» YOUR GOAL: Whichever lines include the word "dead", copy them as they appear in the data.

Stored dataset items

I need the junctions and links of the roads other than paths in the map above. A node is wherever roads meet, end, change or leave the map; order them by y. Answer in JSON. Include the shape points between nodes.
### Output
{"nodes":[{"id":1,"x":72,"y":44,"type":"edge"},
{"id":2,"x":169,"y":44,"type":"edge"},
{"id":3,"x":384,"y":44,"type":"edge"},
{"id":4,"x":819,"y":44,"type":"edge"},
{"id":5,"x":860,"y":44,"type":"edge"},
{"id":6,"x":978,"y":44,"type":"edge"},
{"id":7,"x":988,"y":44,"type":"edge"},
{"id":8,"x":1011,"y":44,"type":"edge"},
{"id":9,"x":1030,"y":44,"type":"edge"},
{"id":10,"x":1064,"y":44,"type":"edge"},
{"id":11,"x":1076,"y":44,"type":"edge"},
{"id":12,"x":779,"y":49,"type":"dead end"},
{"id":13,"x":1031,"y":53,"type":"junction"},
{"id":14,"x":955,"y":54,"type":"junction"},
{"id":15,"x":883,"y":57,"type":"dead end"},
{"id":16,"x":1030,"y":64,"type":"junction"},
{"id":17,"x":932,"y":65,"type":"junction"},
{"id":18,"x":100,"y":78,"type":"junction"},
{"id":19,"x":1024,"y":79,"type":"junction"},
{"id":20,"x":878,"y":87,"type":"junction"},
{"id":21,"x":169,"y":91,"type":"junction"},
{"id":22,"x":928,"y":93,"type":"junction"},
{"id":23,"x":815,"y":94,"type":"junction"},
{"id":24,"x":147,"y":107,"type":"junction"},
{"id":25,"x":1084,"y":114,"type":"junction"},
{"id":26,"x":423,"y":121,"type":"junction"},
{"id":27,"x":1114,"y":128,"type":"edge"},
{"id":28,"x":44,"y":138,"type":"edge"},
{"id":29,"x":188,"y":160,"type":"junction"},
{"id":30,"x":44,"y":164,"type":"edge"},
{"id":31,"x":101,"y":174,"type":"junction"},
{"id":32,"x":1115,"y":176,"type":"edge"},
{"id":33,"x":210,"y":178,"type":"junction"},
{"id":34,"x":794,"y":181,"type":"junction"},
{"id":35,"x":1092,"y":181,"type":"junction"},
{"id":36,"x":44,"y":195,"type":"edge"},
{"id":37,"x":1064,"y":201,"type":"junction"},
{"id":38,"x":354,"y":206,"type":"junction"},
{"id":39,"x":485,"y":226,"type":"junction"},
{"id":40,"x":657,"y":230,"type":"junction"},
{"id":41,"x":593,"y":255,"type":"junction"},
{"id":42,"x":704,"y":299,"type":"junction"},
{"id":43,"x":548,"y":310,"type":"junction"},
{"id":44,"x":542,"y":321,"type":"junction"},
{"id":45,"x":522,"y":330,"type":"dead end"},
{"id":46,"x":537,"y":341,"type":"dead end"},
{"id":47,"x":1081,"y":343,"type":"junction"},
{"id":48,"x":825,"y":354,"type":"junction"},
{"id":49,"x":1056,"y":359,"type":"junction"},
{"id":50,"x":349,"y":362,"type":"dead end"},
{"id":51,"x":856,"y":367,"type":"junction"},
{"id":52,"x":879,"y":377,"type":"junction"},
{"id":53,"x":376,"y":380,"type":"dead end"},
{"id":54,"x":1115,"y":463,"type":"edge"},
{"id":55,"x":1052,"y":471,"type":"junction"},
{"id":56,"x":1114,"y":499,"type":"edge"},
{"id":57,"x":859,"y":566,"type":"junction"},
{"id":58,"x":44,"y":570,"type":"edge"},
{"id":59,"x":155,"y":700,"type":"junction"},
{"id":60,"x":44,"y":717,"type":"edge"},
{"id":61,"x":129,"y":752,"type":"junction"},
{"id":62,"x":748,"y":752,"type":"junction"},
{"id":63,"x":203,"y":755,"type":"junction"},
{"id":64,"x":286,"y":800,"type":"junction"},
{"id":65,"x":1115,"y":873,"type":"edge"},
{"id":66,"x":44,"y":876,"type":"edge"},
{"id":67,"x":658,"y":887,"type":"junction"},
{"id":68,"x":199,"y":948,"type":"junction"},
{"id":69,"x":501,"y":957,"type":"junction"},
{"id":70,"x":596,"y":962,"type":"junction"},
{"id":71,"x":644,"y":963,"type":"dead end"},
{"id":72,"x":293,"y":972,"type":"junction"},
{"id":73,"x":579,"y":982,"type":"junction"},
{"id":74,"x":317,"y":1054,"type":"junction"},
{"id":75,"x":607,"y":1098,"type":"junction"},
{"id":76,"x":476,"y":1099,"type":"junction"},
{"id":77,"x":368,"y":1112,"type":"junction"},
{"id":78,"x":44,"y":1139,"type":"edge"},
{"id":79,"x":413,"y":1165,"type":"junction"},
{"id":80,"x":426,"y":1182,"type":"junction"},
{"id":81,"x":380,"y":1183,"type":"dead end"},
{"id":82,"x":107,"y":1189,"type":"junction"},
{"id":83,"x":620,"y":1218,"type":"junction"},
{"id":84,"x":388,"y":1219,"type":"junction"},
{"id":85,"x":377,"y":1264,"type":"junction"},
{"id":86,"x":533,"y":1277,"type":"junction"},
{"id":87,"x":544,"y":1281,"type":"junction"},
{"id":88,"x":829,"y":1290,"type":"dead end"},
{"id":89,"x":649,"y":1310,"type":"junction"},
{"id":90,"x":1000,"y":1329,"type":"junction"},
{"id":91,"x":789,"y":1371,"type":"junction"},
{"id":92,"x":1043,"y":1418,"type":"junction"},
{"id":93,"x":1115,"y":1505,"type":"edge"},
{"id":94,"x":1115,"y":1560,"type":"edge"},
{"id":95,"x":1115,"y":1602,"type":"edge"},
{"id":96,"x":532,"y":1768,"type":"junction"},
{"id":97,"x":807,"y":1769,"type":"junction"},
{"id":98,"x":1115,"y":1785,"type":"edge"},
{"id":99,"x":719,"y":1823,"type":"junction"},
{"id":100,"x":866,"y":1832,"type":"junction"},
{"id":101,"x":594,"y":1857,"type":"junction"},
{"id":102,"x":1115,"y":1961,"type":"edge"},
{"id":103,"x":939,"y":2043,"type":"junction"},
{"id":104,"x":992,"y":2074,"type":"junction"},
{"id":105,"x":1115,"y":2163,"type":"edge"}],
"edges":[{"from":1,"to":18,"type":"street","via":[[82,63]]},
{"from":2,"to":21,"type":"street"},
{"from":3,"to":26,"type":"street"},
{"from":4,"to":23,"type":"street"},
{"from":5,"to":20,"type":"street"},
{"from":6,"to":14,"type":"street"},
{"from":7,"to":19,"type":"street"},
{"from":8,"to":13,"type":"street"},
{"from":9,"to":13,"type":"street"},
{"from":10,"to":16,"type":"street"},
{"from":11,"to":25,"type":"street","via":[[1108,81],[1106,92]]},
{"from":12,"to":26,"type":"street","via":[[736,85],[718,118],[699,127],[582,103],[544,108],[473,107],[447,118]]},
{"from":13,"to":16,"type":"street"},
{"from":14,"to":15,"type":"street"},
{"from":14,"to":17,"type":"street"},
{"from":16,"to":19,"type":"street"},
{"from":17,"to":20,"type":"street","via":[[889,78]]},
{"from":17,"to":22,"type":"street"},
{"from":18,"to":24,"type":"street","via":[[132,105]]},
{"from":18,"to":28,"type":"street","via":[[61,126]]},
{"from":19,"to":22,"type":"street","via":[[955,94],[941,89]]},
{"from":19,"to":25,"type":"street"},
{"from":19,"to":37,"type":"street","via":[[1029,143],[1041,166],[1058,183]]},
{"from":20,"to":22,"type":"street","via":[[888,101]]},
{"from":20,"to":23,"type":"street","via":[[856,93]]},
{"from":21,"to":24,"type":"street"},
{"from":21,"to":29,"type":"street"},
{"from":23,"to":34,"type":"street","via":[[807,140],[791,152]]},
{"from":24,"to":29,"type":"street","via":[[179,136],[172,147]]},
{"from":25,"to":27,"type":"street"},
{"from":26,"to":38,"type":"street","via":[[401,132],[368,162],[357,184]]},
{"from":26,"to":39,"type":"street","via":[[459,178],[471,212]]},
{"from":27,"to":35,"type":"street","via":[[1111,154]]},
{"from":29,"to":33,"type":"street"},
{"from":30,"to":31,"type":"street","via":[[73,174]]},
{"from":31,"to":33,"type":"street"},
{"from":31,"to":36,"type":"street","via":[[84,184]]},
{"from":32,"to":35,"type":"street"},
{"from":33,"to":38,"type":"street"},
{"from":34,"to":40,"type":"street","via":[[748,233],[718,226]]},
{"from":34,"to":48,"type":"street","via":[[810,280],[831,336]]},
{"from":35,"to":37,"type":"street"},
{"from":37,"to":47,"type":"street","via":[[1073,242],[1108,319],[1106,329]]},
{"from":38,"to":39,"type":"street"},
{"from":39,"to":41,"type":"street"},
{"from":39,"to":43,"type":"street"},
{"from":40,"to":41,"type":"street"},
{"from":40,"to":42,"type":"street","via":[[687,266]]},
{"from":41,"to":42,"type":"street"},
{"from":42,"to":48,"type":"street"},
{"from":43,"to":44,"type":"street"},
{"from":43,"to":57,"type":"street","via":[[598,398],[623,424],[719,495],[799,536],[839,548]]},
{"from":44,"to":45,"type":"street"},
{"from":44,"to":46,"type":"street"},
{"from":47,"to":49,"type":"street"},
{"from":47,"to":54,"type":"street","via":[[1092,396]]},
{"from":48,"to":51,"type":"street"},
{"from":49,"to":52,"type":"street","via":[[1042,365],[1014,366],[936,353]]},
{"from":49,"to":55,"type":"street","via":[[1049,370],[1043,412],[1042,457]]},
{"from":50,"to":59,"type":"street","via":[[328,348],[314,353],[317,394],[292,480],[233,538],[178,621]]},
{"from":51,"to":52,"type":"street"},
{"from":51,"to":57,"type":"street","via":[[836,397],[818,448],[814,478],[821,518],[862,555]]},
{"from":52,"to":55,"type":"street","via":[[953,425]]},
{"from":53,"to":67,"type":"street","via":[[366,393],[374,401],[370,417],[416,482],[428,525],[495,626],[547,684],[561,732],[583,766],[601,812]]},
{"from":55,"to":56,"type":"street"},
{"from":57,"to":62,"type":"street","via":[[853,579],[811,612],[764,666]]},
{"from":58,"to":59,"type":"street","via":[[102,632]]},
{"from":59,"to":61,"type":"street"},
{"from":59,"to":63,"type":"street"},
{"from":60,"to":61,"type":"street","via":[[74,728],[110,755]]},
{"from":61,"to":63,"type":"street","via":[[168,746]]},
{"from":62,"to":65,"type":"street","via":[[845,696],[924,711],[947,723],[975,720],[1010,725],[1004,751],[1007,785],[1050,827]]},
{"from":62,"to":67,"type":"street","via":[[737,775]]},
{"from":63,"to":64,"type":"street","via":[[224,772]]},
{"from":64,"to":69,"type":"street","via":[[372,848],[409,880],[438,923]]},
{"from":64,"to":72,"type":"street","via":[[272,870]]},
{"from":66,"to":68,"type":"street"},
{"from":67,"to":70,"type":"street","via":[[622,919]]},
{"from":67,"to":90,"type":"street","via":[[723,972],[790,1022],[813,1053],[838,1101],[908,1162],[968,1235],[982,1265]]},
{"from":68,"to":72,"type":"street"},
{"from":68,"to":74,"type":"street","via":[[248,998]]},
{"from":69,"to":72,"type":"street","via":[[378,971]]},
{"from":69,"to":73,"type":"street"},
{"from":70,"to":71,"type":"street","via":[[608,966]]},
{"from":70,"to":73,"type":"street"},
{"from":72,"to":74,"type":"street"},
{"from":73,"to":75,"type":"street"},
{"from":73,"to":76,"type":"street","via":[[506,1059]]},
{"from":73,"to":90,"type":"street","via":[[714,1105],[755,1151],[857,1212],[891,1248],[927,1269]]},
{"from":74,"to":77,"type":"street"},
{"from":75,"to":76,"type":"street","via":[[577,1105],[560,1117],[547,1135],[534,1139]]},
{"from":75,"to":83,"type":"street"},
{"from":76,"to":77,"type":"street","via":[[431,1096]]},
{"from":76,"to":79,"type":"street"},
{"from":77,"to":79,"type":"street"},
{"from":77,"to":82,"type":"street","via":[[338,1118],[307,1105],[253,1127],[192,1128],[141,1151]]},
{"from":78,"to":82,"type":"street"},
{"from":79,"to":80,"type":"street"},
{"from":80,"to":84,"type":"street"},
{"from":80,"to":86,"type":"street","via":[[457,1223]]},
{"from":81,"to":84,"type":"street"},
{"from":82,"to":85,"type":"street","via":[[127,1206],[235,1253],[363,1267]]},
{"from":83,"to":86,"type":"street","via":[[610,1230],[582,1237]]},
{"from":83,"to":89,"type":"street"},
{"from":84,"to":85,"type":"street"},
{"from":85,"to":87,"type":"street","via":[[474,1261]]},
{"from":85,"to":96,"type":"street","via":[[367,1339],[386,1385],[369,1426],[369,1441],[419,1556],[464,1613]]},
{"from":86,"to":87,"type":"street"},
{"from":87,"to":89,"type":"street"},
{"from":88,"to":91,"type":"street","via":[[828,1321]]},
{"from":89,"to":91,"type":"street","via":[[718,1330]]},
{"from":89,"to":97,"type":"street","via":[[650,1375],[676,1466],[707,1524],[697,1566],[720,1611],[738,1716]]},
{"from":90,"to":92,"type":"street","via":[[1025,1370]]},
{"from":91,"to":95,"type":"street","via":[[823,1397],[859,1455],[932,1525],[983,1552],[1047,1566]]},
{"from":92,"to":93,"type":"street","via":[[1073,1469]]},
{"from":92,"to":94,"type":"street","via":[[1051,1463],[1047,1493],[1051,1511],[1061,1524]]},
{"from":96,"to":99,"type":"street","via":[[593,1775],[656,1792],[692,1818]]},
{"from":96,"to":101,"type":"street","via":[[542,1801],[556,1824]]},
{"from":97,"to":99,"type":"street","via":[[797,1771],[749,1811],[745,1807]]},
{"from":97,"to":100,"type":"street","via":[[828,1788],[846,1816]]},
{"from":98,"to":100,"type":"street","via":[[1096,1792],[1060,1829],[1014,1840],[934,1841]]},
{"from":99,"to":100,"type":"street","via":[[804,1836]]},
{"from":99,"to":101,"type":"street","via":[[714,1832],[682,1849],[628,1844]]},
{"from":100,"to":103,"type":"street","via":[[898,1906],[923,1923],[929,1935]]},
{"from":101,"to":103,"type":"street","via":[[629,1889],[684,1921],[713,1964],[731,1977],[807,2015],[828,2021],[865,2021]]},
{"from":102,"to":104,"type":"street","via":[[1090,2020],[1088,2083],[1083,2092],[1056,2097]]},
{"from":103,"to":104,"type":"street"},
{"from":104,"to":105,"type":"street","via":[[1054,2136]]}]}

» PROBLEM SOLUTION:
{"id":12,"x":779,"y":49,"type":"dead end"},
{"id":15,"x":883,"y":57,"type":"dead end"},
{"id":45,"x":522,"y":330,"type":"dead end"},
{"id":46,"x":537,"y":341,"type":"dead end"},
{"id":50,"x":349,"y":362,"type":"dead end"},
{"id":53,"x":376,"y":380,"type":"dead end"},
{"id":71,"x":644,"y":963,"type":"dead end"},
{"id":81,"x":380,"y":1183,"type":"dead end"},
{"id":88,"x":829,"y":1290,"type":"dead end"},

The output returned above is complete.